Whether it's the middle of the night after Thanksgiving or the middle of the day at the office, shoppers will find deals awaiting them online and in stores as retailers do everything they can to make the most of another tepid holiday spending season.
Retail experts predict sales will be stronger this holiday season than they were last year, but not by much. The National Retail Federation estimates holiday sales will increase 2.3 percent this year over 2009. Chicago-based ShopperTrak pegs the rise at 2.9 percent.

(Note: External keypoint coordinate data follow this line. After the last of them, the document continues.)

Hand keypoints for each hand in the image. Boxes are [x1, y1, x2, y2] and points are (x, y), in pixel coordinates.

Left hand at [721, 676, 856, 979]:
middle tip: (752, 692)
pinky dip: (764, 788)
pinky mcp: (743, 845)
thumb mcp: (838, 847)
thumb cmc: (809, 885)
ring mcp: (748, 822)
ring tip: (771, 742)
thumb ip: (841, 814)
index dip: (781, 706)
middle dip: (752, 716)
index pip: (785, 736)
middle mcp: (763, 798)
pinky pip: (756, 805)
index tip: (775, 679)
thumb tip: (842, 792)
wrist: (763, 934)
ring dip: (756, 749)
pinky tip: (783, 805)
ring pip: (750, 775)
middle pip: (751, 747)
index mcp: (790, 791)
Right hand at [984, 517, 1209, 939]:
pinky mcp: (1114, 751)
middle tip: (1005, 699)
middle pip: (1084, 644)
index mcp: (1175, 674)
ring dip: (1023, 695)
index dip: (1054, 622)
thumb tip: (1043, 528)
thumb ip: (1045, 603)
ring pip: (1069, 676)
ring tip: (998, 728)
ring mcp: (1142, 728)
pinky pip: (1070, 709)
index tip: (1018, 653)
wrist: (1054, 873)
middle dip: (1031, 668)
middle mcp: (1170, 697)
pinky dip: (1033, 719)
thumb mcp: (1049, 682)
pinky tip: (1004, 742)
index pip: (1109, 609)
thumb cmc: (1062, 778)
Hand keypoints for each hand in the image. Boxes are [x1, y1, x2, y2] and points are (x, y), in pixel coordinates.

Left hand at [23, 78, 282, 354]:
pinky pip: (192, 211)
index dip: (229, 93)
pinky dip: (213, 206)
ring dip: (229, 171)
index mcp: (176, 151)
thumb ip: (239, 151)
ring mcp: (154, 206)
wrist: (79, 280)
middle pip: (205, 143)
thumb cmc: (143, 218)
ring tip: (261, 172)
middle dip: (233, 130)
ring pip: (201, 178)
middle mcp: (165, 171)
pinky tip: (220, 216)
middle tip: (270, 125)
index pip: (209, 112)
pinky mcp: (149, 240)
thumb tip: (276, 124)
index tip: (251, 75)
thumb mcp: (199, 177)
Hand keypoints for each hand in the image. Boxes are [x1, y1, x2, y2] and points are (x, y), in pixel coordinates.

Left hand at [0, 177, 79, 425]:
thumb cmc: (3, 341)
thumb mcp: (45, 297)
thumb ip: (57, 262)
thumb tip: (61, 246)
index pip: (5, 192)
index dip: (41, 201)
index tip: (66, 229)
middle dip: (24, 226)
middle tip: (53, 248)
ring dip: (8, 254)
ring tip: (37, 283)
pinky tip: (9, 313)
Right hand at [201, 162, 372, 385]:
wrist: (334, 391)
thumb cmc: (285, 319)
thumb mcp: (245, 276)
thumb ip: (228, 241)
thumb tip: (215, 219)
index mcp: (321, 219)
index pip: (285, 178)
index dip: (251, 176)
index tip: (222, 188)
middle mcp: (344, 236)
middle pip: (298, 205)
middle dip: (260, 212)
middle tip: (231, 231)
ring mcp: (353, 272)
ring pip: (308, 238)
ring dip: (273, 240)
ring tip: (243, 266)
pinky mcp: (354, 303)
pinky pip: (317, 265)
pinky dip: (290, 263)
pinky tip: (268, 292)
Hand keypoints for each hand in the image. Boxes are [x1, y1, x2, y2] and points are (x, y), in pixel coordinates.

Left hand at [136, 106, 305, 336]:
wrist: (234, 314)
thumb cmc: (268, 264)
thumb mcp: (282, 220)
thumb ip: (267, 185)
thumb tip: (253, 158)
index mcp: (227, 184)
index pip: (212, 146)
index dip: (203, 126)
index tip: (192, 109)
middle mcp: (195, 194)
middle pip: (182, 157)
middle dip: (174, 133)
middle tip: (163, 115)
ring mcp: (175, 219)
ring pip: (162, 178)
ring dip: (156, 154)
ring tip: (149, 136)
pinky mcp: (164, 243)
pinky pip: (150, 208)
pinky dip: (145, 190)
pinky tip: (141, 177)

To grab a bigger share of limited budgets, major chains and shopping malls will stay open even longer this year for Black Friday, the traditional shopping day after Thanksgiving, to give consumers more time to buy. And they're extending sales and discount offers well beyond Nov. 26, making every day Black Friday somewhere.
"Essentially, Black Friday started about two or three weeks ago," said George Whalin, president of Retail Management Consultants in Carlsbad, Calif. "I don't know that I've ever seen so much Christmas advertising starting, really, about the first of November."
Sears will open Thanksgiving Day, from 7 a.m. to noon, for the first time in its history and will open at 4 a.m. Friday. To bring shoppers in earlier, Sears has been offering limited-time discounts since October like those traditionally offered on Black Friday. Kohl's will open at 3 a.m. on Friday, and Target at 4 a.m. Toys R Us has expanded its retail chain with 600 seasonal stores around the U.S., and will stay open all night after Thanksgiving with door-buster deals at 10 p.m. when stores open and again at 5 a.m. Walmart will offer door-buster deals at midnight and 5 a.m..
Big-box retailers are offering deep discounts on a small selection of key items to get people in the door. But supplies will be limited.
Nikoleta Panteva, a retail analyst with market research firm IBISWorld in Santa Monica, Calif., said Black Friday discounts won't be as deep as they were last year, but they will probably last longer. Sales are expected to increase only 1.9 percent this year on Friday, but 3.4 percent for the whole holiday weekend.
Panteva said Black Friday is losing some of significance as other trends emerge.
For example, IBISWorld predicts online sales will rise 13.2 percent on Cyber Monday, the day after Thanksgiving weekend, when people continue their shopping online, often from the office.